Aphid feeding damage to cereal crops
Wat is het opbrengstverlies door directe voedingsschade?
Afluizenvoeding kan, bij afwezigheid van het plantenvirus gerstgeeldwergvirus (BYDV), directe schade veroorzaken doordat de opbrengst tot 10% daalt en het zaad kleiner wordt.
In gewassen met een potentieel hoge opbrengst (2,5 ton per hectare (t/ha) of meer) kunnen schadelijke populaties tot ontwikkeling komen.
Directe voedingsschade treedt op wanneer kolonies van bladluizen zich ontwikkelen op stengels, bladeren en koppen, vanaf het zaailingstadium tot aan de kopvulling.
De mate van schade hangt met name af van het percentage aangetaste helmknoppen, het aantal bladluizen per helmstok en de duur van de aantasting.
Wat zijn de gewassymptomen?
Terwijl bladluizen zich voeden en directe schade veroorzaken, kunnen er geen duidelijke symptomen zijn.
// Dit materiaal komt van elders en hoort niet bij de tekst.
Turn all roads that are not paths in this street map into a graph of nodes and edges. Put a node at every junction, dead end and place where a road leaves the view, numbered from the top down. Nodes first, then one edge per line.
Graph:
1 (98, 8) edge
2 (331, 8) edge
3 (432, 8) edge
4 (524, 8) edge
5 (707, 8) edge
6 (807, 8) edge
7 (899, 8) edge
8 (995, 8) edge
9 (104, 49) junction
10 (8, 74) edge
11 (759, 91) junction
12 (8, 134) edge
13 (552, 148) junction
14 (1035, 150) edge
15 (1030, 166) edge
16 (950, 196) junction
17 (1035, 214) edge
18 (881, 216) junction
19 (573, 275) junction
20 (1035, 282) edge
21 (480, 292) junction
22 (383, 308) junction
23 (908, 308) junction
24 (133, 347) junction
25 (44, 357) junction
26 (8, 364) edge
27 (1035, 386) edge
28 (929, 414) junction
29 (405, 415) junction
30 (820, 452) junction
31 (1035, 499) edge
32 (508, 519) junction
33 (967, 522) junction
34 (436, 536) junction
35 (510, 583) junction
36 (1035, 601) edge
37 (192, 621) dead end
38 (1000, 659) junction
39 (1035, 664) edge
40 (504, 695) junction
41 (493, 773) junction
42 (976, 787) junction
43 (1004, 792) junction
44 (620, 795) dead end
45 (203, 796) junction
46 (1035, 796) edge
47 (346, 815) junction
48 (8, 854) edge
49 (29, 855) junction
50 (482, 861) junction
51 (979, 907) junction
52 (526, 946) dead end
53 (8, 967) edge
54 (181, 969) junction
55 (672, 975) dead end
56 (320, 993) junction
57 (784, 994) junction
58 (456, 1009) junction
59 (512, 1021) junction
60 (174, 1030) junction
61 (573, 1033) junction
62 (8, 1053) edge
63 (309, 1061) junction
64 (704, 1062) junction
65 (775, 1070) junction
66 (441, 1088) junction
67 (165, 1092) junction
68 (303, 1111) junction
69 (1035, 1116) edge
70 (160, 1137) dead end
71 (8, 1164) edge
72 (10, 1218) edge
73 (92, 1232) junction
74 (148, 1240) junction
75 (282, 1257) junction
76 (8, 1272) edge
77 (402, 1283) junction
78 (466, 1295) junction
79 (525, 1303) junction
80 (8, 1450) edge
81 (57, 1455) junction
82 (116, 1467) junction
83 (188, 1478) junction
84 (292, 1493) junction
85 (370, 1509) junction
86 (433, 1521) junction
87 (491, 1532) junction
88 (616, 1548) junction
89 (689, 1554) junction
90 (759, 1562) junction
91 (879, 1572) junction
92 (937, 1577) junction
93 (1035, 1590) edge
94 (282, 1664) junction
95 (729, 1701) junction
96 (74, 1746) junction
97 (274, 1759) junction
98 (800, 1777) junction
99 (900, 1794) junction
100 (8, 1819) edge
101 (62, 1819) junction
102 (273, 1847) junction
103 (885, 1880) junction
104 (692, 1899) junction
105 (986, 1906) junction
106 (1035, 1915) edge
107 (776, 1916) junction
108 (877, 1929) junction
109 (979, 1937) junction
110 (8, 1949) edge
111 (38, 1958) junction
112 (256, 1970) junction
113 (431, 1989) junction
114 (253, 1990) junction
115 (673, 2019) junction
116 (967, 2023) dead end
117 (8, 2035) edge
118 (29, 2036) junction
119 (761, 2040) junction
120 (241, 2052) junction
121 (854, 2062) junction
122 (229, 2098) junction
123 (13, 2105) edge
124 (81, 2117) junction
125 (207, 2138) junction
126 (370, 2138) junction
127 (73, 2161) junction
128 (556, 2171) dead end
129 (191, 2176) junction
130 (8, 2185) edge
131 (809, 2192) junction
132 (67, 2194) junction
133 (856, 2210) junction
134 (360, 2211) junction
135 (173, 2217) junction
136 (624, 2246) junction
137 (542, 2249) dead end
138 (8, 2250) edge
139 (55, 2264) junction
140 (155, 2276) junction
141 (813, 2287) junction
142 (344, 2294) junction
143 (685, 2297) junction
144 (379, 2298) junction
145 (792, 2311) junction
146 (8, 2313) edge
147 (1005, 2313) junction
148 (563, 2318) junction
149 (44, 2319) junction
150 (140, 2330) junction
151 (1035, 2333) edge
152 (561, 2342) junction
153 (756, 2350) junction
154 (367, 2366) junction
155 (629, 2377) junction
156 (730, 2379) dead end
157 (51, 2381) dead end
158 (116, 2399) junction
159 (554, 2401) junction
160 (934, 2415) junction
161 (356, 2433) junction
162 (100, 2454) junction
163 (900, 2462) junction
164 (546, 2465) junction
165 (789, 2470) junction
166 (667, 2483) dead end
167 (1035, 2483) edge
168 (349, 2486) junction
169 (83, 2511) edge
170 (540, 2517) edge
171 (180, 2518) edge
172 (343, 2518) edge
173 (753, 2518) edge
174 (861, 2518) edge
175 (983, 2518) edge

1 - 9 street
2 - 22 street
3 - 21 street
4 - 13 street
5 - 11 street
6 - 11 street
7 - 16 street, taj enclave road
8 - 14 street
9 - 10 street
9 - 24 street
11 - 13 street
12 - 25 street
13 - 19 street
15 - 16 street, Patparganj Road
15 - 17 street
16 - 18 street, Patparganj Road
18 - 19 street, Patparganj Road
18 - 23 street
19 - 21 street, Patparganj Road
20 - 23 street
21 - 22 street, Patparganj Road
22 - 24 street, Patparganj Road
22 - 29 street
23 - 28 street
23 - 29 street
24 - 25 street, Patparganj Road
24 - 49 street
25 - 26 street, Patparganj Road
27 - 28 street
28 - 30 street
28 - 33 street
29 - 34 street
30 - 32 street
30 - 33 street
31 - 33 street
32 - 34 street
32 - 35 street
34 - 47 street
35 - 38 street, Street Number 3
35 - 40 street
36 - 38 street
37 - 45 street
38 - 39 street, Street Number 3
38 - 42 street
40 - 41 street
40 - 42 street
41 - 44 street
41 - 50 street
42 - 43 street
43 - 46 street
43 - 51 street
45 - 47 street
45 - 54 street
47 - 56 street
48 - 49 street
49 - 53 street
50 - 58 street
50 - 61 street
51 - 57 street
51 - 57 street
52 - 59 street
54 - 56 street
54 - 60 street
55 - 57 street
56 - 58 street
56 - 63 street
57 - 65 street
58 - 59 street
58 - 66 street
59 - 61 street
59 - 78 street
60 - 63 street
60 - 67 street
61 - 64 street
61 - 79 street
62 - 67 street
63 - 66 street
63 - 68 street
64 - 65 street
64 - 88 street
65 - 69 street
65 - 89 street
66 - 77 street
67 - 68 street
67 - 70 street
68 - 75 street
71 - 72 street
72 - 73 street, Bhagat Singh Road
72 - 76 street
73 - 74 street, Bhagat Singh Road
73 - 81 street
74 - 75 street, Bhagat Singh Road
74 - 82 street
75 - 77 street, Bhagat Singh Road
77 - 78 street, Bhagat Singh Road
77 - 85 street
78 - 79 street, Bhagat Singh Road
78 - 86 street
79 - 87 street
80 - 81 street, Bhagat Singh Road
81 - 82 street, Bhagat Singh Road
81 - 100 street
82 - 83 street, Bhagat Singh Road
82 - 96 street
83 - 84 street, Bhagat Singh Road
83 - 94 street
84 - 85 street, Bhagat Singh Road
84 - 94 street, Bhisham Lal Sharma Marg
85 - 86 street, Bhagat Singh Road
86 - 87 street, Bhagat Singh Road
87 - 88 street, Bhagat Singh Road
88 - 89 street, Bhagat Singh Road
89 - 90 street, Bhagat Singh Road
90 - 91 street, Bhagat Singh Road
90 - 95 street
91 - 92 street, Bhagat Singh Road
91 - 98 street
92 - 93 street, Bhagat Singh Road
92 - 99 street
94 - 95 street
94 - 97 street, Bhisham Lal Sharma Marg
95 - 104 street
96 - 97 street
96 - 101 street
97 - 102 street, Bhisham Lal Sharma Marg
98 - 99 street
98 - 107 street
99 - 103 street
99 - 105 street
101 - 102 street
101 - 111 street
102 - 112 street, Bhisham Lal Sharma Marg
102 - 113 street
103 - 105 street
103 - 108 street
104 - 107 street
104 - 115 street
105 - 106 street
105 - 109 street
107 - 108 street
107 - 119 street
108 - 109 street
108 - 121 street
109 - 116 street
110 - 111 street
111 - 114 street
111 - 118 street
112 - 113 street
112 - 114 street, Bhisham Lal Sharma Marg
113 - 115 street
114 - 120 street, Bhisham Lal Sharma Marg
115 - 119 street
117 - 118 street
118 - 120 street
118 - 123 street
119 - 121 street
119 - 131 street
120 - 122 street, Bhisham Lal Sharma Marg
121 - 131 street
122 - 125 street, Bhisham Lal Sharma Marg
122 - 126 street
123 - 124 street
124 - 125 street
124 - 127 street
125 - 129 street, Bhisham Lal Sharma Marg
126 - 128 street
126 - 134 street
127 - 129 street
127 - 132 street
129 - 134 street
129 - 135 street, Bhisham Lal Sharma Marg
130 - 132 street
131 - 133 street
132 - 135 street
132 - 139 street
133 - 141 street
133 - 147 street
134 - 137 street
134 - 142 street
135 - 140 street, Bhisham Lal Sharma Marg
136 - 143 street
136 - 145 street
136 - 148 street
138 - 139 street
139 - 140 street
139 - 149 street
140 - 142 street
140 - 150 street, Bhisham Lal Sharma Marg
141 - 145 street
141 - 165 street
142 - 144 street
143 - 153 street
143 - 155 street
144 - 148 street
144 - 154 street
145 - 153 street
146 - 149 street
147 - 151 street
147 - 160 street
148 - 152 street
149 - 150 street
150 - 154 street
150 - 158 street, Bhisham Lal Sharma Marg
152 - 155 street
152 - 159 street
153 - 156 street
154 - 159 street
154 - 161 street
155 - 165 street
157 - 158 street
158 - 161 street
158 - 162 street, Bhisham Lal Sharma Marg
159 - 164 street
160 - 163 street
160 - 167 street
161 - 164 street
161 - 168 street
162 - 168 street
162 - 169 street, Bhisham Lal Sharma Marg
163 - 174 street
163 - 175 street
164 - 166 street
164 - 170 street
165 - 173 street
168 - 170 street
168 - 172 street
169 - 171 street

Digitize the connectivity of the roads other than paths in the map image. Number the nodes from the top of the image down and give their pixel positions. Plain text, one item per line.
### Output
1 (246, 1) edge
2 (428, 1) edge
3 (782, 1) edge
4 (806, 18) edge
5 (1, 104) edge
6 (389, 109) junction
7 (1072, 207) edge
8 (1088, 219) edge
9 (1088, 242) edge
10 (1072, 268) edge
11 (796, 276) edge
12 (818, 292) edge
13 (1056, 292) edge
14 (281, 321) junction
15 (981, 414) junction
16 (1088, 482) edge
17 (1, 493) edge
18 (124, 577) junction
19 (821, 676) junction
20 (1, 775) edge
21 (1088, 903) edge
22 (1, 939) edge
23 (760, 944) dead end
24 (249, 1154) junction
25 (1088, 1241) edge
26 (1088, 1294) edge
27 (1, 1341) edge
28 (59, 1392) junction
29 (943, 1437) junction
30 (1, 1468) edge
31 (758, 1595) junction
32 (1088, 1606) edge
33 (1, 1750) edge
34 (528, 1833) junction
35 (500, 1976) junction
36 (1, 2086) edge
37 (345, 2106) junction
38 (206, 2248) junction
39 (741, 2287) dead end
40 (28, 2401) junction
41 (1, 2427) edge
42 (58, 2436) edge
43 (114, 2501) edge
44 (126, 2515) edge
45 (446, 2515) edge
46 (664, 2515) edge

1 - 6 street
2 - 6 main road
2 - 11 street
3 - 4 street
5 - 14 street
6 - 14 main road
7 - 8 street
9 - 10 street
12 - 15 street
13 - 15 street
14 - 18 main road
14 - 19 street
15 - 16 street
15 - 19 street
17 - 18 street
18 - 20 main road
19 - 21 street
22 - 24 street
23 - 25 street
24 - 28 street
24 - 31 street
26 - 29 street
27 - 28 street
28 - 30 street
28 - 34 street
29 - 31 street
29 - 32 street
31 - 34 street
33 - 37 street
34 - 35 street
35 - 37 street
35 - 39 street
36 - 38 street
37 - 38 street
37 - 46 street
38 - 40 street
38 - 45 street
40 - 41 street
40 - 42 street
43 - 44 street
Zwaar aangetaste planten kunnen geel kleuren en bedekt zijn met een suikerachtige honingdauw die door de bladluizen wordt geproduceerd en waarop zich zwarte roetdauwschimmels kunnen ontwikkelen.
Het opbrengst- en kwaliteitsverlies kan veel groter zijn wanneer gewassen ook besmet zijn met het gele-dwergvirus. Zie de rubriek “Zie ook” voor meer informatie over dit virus.
Biologische bestrijding
Parasitaire wespen, lieveheersbeestjes, gaasvliegen en zweefvlieglarven kunnen bij lage bladluisdichtheden zorgen voor een nuttige biologische bestrijding van bladluis-voederschade.
Wanneer bladluizen in matige tot hoge dichtheden voorkomen, zijn deze predatoren en parasieten gewoonlijk niet in staat een toenemende populatie onder controle te houden, hoewel bepaalde schimmels onder de juiste omstandigheden in korte tijd een groot deel van de populatie kunnen doden.
Als er predatoren aanwezig zijn, gebruik dan ‘zachte’ insecticiden zoals pirimicarb die selectief bladluizen doden en predatoren intact laten.
Wanneer en hoe controleren op bladluizen?
Voor beslissingen over het al dan niet spuiten van insecticiden om schade door bladluizen te voorkomen, moeten gewassen vanaf de late tillering worden gecontroleerd op haverbladluizen op stengels, onderkanten van bladeren en aren en op maïsbladluizen in de opgerolde groeitoppen.
Wandel door het gewas in een ‘W’-patroon, noteer het aantal bladluizen per helmstok bij elke paar passen.
Wat is de drempelwaarde?
Bespuiten met een goedgekeurd insecticide is zinvol als 50% van de graanstengels 15 of meer bladluizen hebben.
Gewassen die vóór groeistadium 30 van Zadok (begin van de stengelverlenging) zijn bespoten, moeten 3-4 weken na de bespuiting opnieuw worden gecontroleerd omdat de bladluizen zich opnieuw kunnen vestigen en weer tot het drempelniveau kunnen ophopen.